Habiskan Satu Kuintal Kedelai per Hari, Begini Kisah Sukses Juragan Tahu Cipayung
Tak hanya menjual tahu mentah, Mardi juga menawarkan olahan tahu matang yang sudah digoreng, dan bahkan sudah dimasak menjadi tahu isi.
IDXChannel - Dalam salah satu naskah drama buatannya, Hercules Furens, penyair Romawi, Seneca, menulis sebuah frase berbahasa Latin, yaitu "Per Aspera, Ad Astra (Melalui kesulitan, menuju bintang)."
Frase ini kemudian menjadi sangat terkenal, dan bahkan digunakan sebagai motto resmi salah satu Negara Bagian Amerika Serikat (AS), Kansas. Sebuah frase yang mengajarkan bahwa jalan menuju kesuksesan pasti penuh rintangan, dan hanya dapat diraih lewat ketekunan, kerja keras dan semangat pantang menyerah.
Semangat serupa juga disampaikan oleh Mardi, salah satu perajin tahu di Cipayung, Jakarta Timur, saat ditanya tentang kunci kesuksesan, hingga kini menjadi salah satu juragan tahu di kawasan tersebut.
"Harus ulet dan konsisten. Pisau juga dibuat dari besi yang dipukul-pukul dulu sampai jadi tipis dan tajam. Jadi tidak ada itu jalan kesuksesan yang mulus, rata gitu. Pasti penuh tantangan. Berdarah-darah. Harus tetap dihadapi," ujar Mardi, saat ditemui di fasilitas produksinya, di Daerah Cipayung, Jumat (8/3/2024).
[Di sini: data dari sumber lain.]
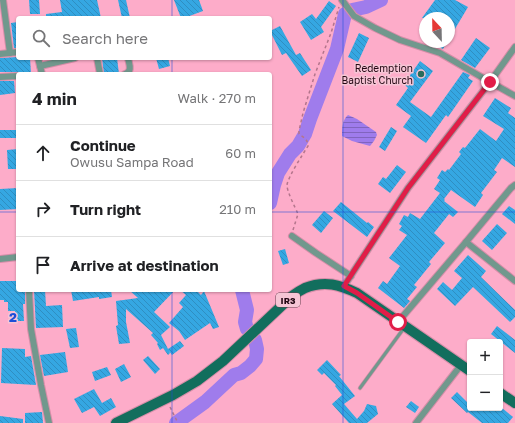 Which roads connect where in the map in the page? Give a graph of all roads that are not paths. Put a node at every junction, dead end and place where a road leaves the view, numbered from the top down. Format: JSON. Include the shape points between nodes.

Memulai kisahnya, Mardi menyebut bahwa dia lahir dan menghabiskan masa kecilnya di daerah Cipinang, Jakarta Timur. Ayahnya dulu merupakan perajin tahu, sehingga Mardi kecil sudah sangat paham tentang seluk-beluk cara pembuatan tahu dari Sang Ayah.
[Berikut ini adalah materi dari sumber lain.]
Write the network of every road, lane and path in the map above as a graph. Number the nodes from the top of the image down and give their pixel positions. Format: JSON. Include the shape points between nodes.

"Dari umur 15 tahun sudah ikut bikin tahu. Ikut Ayah sendiri, diajari dari A sampai Z soal pembuatan tahu. Kalau di sini (Cipayung) mulai 1986, ikut orang (sebagai karyawan)," tutur Mardi.
Juragan
Seiring dengan terjadinya krisis moneter pada 1998, bisnis tahu di mana Mardi bekerja kolaps, terdampak oleh harga bahan baku yang melambung dan anjloknya daya beli masyarakat.
Alhasil, pendapatan yang didapat Mardi dari Sang Majikan juga terganggu, dan bahkan secara nominal juga terpangkas habis-habisan. Dari sana lah Mardi mulai berpikir bahwa hidup tidak akan bisa tenang bila masih bergantung pada orang lain.
"Jadi ketimbang ikut orang, saat itu saya putuskan untuk merintis (bisnis) sendiri. Karena biar pun kecil, tetap saja itu bisnis kita sendiri. Kita juragannya. Tapi kalau ikut (bekerja ke) orang (lain), mau sebesar apa pun bisnisnya, kita tetap karyawan. Bukan juragan," papar Mardi.
Mengawali bisnisnya sendiri, Mardi memulai produksi dengan mengolah 30 kilogram bahan baku kedelai. Hasil produksi juga dia pasarkan sendiri dari lapak ke lapak pedagang sayur di pasar, warung-warung penjual makanan, kedai kopi hingga penjual gorengan.
Tak hanya menjual produk tahu dalam kondisi mentah, Mardi juga menawarkan olahan tahu matang yang sudah digoreng, dan bahkan sudah dimasak menjadi cemilan tahu isi. Selain memudahkan pelanggan, dengan menjual produk tahu siap makan membuat marjin keuntungan Mardi juga cukup menebal, dibanding tahu dijual dalam kondisi mentah.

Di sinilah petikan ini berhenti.